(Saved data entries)
━━━

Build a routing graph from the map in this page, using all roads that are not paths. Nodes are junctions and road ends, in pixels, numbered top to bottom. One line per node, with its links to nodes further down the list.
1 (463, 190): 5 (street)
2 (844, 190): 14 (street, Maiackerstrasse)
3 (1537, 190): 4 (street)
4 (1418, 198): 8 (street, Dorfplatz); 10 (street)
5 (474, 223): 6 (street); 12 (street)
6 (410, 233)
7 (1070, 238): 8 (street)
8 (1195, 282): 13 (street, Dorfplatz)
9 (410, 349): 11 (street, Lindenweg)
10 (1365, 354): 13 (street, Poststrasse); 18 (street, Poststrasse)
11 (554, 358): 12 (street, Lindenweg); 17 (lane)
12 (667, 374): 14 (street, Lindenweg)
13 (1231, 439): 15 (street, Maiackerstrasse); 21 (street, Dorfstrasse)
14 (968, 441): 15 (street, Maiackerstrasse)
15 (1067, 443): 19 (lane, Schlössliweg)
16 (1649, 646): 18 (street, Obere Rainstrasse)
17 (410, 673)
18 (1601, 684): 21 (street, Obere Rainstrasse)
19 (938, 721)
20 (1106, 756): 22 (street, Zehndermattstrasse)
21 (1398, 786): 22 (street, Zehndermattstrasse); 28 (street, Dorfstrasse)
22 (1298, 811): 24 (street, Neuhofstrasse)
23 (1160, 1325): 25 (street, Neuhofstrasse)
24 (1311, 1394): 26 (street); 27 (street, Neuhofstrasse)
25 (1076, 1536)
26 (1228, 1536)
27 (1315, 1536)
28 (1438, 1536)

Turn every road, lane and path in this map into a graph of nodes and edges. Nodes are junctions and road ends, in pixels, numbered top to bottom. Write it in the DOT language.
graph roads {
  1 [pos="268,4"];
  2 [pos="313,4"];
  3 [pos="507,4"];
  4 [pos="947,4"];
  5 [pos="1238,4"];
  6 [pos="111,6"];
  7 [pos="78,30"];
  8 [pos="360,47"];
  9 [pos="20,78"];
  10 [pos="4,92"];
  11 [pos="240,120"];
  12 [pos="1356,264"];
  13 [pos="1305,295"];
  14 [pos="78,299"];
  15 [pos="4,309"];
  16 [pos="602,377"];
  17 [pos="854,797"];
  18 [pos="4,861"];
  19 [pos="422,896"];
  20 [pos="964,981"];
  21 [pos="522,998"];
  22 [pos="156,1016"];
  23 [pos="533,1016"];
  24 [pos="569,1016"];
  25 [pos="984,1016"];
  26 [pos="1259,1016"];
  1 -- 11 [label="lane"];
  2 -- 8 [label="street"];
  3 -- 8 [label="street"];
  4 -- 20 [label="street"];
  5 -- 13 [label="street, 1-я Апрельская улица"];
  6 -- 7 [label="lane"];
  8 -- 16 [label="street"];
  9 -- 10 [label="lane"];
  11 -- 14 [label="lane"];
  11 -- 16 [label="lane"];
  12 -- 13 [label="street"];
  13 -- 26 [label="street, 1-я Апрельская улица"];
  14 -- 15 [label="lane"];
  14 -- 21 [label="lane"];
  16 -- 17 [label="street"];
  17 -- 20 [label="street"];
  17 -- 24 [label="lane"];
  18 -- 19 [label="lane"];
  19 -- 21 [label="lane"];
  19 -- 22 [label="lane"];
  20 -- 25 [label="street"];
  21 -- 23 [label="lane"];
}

━━━

◆ **What the exercise asks**: Retype the data. Every line must match the original exactly.

◆ **Result of the exercise**:
Build a routing graph from the map in this page, using all roads that are not paths. Nodes are junctions and road ends, in pixels, numbered top to bottom. One line per node, with its links to nodes further down the list.
1 (463, 190): 5 (street)
2 (844, 190): 14 (street, Maiackerstrasse)
3 (1537, 190): 4 (street)
4 (1418, 198): 8 (street, Dorfplatz); 10 (street)
5 (474, 223): 6 (street); 12 (street)
6 (410, 233)
7 (1070, 238): 8 (street)
8 (1195, 282): 13 (street, Dorfplatz)
9 (410, 349): 11 (street, Lindenweg)
10 (1365, 354): 13 (street, Poststrasse); 18 (street, Poststrasse)
11 (554, 358): 12 (street, Lindenweg); 17 (lane)
12 (667, 374): 14 (street, Lindenweg)
13 (1231, 439): 15 (street, Maiackerstrasse); 21 (street, Dorfstrasse)
14 (968, 441): 15 (street, Maiackerstrasse)
15 (1067, 443): 19 (lane, Schlössliweg)
16 (1649, 646): 18 (street, Obere Rainstrasse)
17 (410, 673)
18 (1601, 684): 21 (street, Obere Rainstrasse)
19 (938, 721)
20 (1106, 756): 22 (street, Zehndermattstrasse)
21 (1398, 786): 22 (street, Zehndermattstrasse); 28 (street, Dorfstrasse)
22 (1298, 811): 24 (street, Neuhofstrasse)
23 (1160, 1325): 25 (street, Neuhofstrasse)
24 (1311, 1394): 26 (street); 27 (street, Neuhofstrasse)
25 (1076, 1536)
26 (1228, 1536)
27 (1315, 1536)
28 (1438, 1536)

Turn every road, lane and path in this map into a graph of nodes and edges. Nodes are junctions and road ends, in pixels, numbered top to bottom. Write it in the DOT language.
graph roads {
  1 [pos="268,4"];
  2 [pos="313,4"];
  3 [pos="507,4"];
  4 [pos="947,4"];
  5 [pos="1238,4"];
  6 [pos="111,6"];
  7 [pos="78,30"];
  8 [pos="360,47"];
  9 [pos="20,78"];
  10 [pos="4,92"];
  11 [pos="240,120"];
  12 [pos="1356,264"];
  13 [pos="1305,295"];
  14 [pos="78,299"];
  15 [pos="4,309"];
  16 [pos="602,377"];
  17 [pos="854,797"];
  18 [pos="4,861"];
  19 [pos="422,896"];
  20 [pos="964,981"];
  21 [pos="522,998"];
  22 [pos="156,1016"];
  23 [pos="533,1016"];
  24 [pos="569,1016"];
  25 [pos="984,1016"];
  26 [pos="1259,1016"];
  1 -- 11 [label="lane"];
  2 -- 8 [label="street"];
  3 -- 8 [label="street"];
  4 -- 20 [label="street"];
  5 -- 13 [label="street, 1-я Апрельская улица"];
  6 -- 7 [label="lane"];
  8 -- 16 [label="street"];
  9 -- 10 [label="lane"];
  11 -- 14 [label="lane"];
  11 -- 16 [label="lane"];
  12 -- 13 [label="street"];
  13 -- 26 [label="street, 1-я Апрельская улица"];
  14 -- 15 [label="lane"];
  14 -- 21 [label="lane"];
  16 -- 17 [label="street"];
  17 -- 20 [label="street"];
  17 -- 24 [label="lane"];
  18 -- 19 [label="lane"];
  19 -- 21 [label="lane"];
  19 -- 22 [label="lane"];
  20 -- 25 [label="street"];
  21 -- 23 [label="lane"];
}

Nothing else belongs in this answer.